- [Given data]
----------

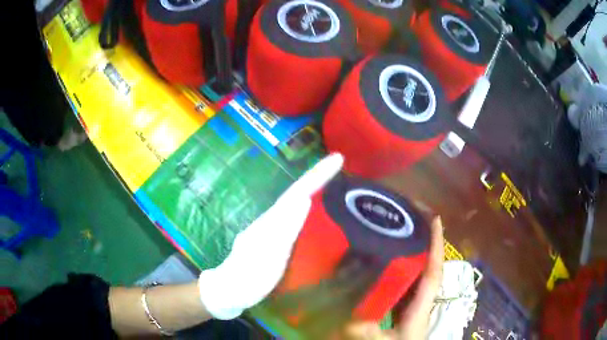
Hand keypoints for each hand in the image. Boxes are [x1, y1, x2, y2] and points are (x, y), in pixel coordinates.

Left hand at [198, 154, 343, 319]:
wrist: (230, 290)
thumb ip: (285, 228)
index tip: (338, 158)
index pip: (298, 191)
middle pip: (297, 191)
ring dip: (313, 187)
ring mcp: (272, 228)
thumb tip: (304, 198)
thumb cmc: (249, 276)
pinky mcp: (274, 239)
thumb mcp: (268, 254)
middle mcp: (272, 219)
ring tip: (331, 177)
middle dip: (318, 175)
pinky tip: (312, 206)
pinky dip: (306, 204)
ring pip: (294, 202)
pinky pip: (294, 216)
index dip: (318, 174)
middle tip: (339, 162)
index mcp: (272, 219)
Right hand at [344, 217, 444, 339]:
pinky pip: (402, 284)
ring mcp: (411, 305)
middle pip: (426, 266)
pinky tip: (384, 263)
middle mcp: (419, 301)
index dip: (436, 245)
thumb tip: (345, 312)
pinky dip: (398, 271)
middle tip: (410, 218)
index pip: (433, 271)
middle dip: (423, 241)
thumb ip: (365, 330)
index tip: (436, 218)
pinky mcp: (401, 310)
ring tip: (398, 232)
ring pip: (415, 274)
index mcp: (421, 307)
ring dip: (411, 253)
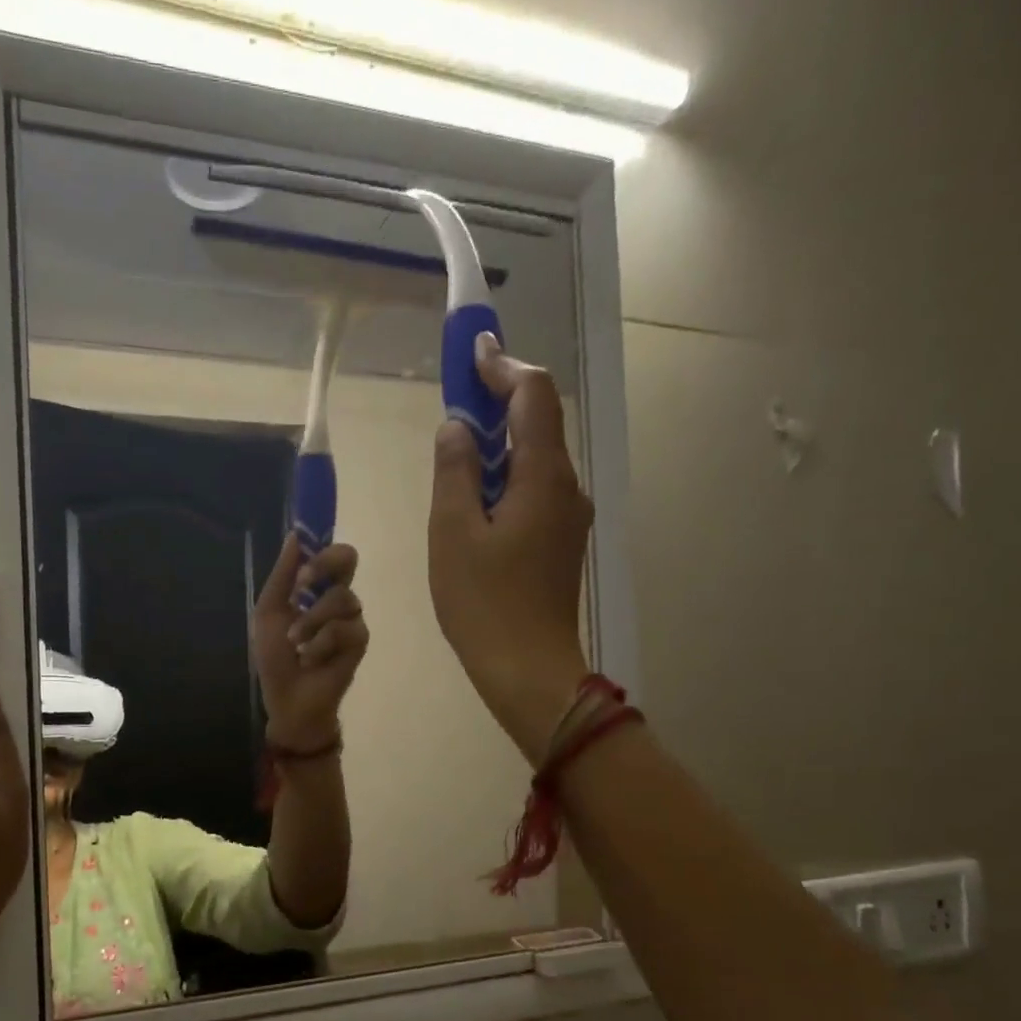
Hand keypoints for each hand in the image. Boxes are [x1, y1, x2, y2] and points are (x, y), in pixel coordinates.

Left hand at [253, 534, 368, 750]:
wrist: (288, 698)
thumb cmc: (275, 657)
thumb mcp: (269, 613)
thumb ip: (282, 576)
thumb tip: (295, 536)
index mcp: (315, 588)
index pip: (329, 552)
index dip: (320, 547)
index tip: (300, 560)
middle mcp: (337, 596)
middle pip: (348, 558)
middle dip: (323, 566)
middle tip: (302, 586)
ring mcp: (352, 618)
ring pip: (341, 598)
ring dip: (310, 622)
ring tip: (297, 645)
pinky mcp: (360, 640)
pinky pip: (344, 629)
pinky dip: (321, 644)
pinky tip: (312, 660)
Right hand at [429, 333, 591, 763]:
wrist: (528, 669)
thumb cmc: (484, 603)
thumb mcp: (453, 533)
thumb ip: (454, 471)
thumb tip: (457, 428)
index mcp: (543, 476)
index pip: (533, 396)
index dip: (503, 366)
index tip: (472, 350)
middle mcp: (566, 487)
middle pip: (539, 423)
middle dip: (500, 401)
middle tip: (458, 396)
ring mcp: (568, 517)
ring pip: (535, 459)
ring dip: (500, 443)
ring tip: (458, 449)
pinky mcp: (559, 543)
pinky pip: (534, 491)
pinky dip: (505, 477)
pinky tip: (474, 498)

----------

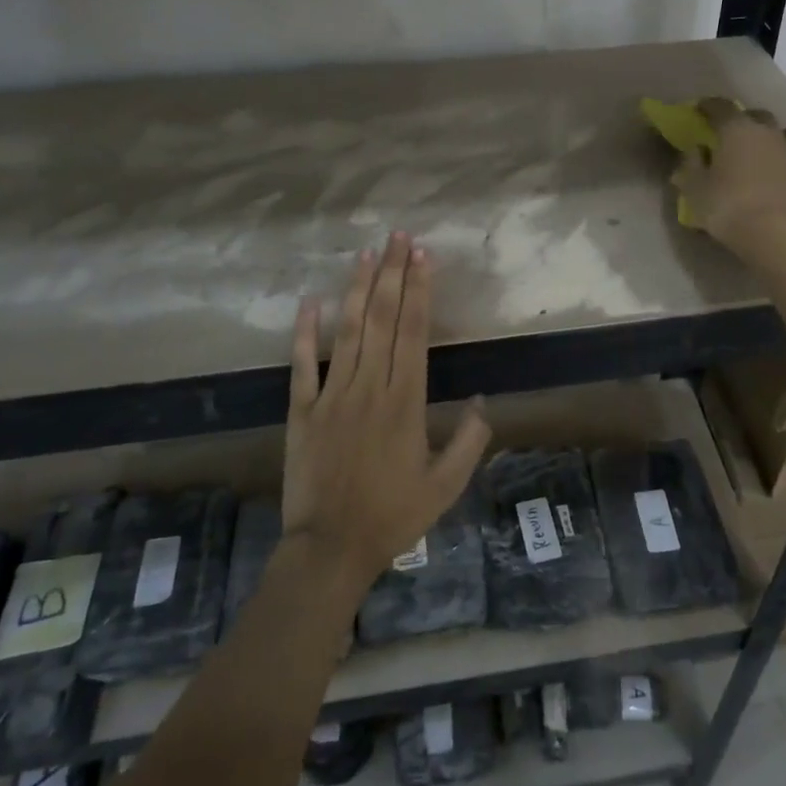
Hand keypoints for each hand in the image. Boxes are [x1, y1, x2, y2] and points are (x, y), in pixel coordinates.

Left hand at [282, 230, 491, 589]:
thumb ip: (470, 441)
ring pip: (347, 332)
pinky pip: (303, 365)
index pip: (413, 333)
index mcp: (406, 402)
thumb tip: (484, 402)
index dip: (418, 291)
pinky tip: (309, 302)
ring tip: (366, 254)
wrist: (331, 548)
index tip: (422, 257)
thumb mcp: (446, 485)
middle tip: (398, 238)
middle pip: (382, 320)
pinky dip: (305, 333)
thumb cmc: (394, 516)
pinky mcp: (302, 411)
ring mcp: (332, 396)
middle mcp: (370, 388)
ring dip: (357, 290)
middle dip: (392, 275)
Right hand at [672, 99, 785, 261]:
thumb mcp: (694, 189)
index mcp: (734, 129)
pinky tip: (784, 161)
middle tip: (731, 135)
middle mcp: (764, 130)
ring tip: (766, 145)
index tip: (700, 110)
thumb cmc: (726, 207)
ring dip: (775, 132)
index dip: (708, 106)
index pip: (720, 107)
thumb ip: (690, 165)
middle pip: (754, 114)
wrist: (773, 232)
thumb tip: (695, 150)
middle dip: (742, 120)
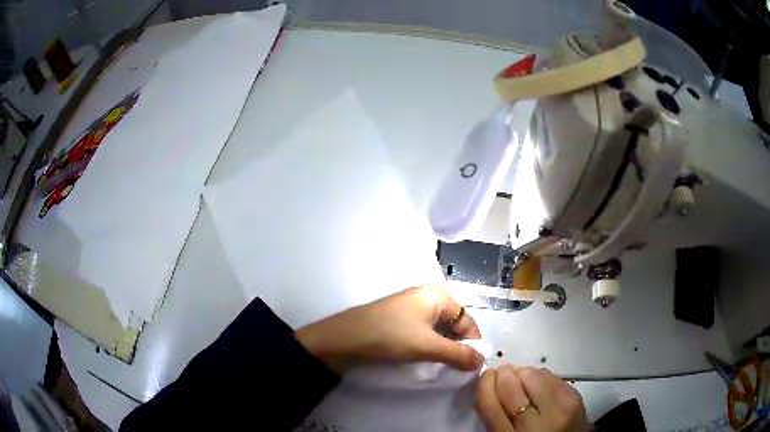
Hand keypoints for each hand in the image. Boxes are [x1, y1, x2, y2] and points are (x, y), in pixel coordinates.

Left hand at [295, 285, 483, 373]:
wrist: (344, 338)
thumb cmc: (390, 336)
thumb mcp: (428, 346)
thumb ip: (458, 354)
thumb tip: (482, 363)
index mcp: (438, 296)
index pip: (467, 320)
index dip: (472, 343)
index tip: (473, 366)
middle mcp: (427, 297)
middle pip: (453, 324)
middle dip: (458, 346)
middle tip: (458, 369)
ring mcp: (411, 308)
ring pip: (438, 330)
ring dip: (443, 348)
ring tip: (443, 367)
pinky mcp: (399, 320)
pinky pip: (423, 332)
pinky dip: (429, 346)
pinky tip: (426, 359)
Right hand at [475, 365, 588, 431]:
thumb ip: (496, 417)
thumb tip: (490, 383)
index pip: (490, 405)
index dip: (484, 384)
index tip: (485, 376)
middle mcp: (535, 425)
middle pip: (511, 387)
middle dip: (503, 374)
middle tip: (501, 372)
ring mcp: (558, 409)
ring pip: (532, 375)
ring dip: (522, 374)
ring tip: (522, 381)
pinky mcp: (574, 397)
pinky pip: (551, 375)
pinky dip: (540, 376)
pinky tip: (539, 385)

----------

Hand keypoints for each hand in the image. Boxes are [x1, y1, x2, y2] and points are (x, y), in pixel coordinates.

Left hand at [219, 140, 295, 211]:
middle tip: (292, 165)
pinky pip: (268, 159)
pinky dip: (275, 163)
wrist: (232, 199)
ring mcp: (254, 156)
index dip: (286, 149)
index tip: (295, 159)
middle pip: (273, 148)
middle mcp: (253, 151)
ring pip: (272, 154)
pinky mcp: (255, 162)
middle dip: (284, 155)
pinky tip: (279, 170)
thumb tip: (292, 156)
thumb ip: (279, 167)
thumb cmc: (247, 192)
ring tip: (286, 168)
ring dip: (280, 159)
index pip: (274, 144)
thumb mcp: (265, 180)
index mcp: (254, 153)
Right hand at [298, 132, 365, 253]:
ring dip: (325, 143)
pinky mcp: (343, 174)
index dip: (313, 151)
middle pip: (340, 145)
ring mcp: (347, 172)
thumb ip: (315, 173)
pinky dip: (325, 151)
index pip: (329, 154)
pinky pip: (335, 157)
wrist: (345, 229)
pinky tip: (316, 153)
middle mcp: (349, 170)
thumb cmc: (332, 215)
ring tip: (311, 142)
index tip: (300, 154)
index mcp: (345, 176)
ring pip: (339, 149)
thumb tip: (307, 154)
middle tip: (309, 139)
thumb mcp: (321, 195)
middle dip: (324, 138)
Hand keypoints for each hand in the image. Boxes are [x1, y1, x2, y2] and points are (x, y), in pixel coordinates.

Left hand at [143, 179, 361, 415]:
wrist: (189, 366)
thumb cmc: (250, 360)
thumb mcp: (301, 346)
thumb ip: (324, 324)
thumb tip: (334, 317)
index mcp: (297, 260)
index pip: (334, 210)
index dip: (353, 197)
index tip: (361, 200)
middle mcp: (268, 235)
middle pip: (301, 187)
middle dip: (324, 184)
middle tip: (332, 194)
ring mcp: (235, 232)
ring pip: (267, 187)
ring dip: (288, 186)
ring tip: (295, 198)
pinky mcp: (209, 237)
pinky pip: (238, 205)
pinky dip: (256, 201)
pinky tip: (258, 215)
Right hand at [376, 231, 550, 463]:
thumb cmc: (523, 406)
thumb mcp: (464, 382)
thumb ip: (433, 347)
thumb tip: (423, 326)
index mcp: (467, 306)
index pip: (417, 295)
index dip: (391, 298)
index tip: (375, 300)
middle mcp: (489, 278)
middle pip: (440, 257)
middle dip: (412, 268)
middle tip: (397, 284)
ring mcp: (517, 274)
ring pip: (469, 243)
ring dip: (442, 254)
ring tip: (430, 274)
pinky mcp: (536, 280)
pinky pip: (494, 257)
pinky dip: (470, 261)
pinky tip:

----------

- [Your task] Restate the lines above from the one containing "thumb cmc: (394, 516)" through the one containing "pinky tip: (539, 385)", inclusive, exactly and without pictures.

- [Expected answer]
thumb cmc: (394, 516)
pinky mcp: (302, 411)
ring mcp: (332, 396)
middle mcp: (370, 388)
ring dip: (357, 290)
middle dip: (392, 275)
Right hand at [672, 99, 785, 261]:
thumb mcp: (694, 189)
index mcp: (734, 129)
pinky tip: (784, 161)
middle tip: (731, 135)
middle mcp: (764, 130)
ring tip: (766, 145)
index tip: (700, 110)
thumb cmc: (726, 207)
ring dip: (775, 132)
index dip: (708, 106)
index pip: (720, 107)
thumb ip: (690, 165)
middle pip: (754, 114)
wrist: (773, 232)
thumb tip: (695, 150)
middle dip: (742, 120)
Hand keypoints for each hand in the image. Boxes are [x1, y1, x2, y2] and points are (x, y), in pixel coordinates.

Left hand at [295, 285, 483, 373]:
wrist: (344, 338)
thumb cmc: (390, 336)
thumb mcp: (428, 346)
thumb ip: (458, 354)
thumb tip: (482, 363)
index mcp: (438, 296)
index pip: (467, 320)
index dip: (472, 343)
index tip: (473, 366)
middle mcp: (427, 297)
middle pip: (453, 324)
middle dip: (458, 346)
middle tip: (458, 369)
ring mcp: (411, 308)
ring pip: (438, 330)
ring dip: (443, 348)
ring tip: (443, 367)
pinky mcp: (399, 320)
pinky pip: (423, 332)
pinky dip: (429, 346)
pinky tip: (426, 359)
Right hand at [475, 365, 588, 431]:
thumb ip: (496, 417)
thumb tip: (490, 383)
index pip: (490, 405)
index dip: (484, 384)
index tip: (485, 376)
middle mcp: (535, 425)
middle pip: (511, 387)
middle dip: (503, 374)
middle tip: (501, 372)
ring mcp: (558, 409)
ring pip: (532, 375)
ring dip: (522, 374)
ring tip: (522, 381)
pinky mcp: (574, 397)
pinky pip: (551, 375)
pinky dip: (540, 376)
pinky tip: (539, 385)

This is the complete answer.